Und die gute Nachricht: Selbstmitgefühl kann erlernt werden!

Selbstmitgefühl ist eine Fähigkeit, die wir, wie alle anderen lernen und trainieren können. Dabei gilt natürlich: Dafür brauchen wir Geduld. Nur die wenigsten von uns setzen sich das erste Mal als Kind auf einem Fahrrad und können direkt ohne Stützräder losfahren. Alltägliche Situationen können genutzt werden, um zum Beispiel ein unangenehmes Gefühl als Anlass dafür zu nehmen, diesem mit Achtsamkeit und Verständnis zu begegnen und entsprechende selbstmitfühlende Verhaltensweisen mehr und mehr zur Routine werden zu lassen.

Mehrere Übungen in Anlehnung an Kristin Neff hat Daniela Blickhan (2018) in ihrem Buch zu Positiver Psychologie veröffentlicht. Damit du direkt loslegen kannst, haben wir dir hier eine der Übungen mitgebracht:

Tagebuch für Selbstmitgefühl

Führen Sie eine Woche lang ein Tagebuch für Selbstmitgefühl. Schreiben Sie täglich etwas hinein, am besten abends, wenn sie ein paar ruhige Momente haben und den Tag Revue passieren lassen können. Schreiben Sie in ihrem Tagebuch über Ereignisse dieses Tages, auch über solche, für die Sie sich kritisieren. Betrachten und reflektieren Sie aber jedes Ereignis aus einer Perspektive von Achtsamkeit, Verbundenheit und Freundlichkeit.

Achtsamkeit: Nehmen Sie Ihre Emotionen wahr, die als Folge einer Selbstverurteilung oder Schwierigkeit spürbar waren. Schreiben Sie über diese achtsam und aufmerksam, nicht dramatisierend und auch nicht herabwürdigend. Schreiben Sie einfach über Ihre Gefühle.

Verbundenheit: Beschreiben Sie, wie sie diese Erfahrung mit allen Menschen verbindet, in dem Sinne, dass alle Menschen nicht perfekt sind und jeder auch einmal solche Erlebnisse hat. Vielleicht wird Ihnen dabei auch bewusst, welche Umstände zu ihrer Reaktion geführt haben.

Freundlichkeit: Trösten Sie sich selbst mit Verständnis und Freundlichkeit, so wie sie einen guten Freund oder ein Kind trösten würden.

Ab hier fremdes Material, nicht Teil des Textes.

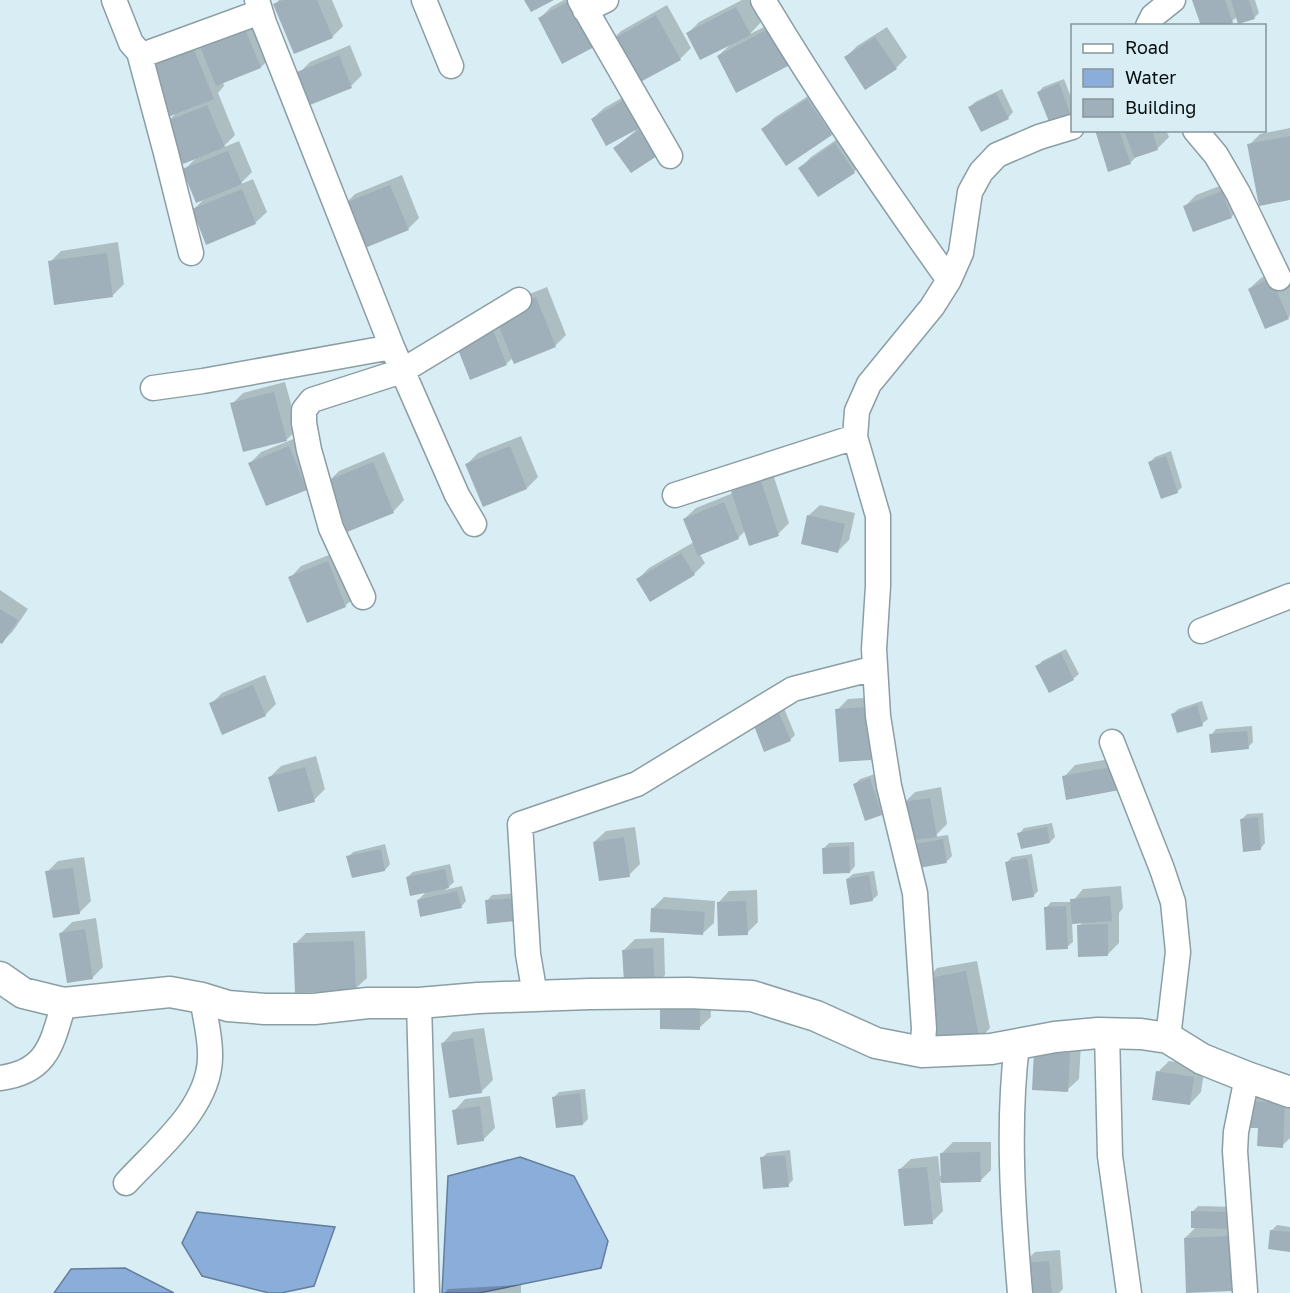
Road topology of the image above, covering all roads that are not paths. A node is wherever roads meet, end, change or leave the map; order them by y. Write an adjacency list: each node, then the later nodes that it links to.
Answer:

Wenn sie auf diese Weise ein Tagebuch eine Woche lang führen, können Sie Ihre Gedanken und Gefühle reflektieren und auf eine mitfühlende Art und Weise verarbeiten. Die Haltung des Selbstmitgefühls wird Ihnen dann mehr und mehr zur Gewohnheit werden.

Bente Kalbes, Januar 2025
Diplom-Psychologin

Wenn du mehr über das Thema Selbstmitgefühl erfahren möchtest, empfehlen wir dir die folgende Lektüre:

  • Blickhan, D. (2018). Positive Psychologie: Ein Handbuch für die Praxis. Junfermann Verlag GmbH. (Hier insbesondere das Kapitel 9 zu Selbstwert und Selbstmitgefühl)
  • Neff, K. (2013). Selbstmitgefühl: Wie wir uns mit unseren Schwächen versöhnen und uns selbst der beste Freund werden. Kailash Verlag.
  • Neff, K., & Germer, C. (2020). Selbstmitgefühl - das Übungsbuch: ein bewährter Weg zu Selbstakzeptanz, innerer Stärke und Freundschaft mit sich selbst. Arbor Verlag.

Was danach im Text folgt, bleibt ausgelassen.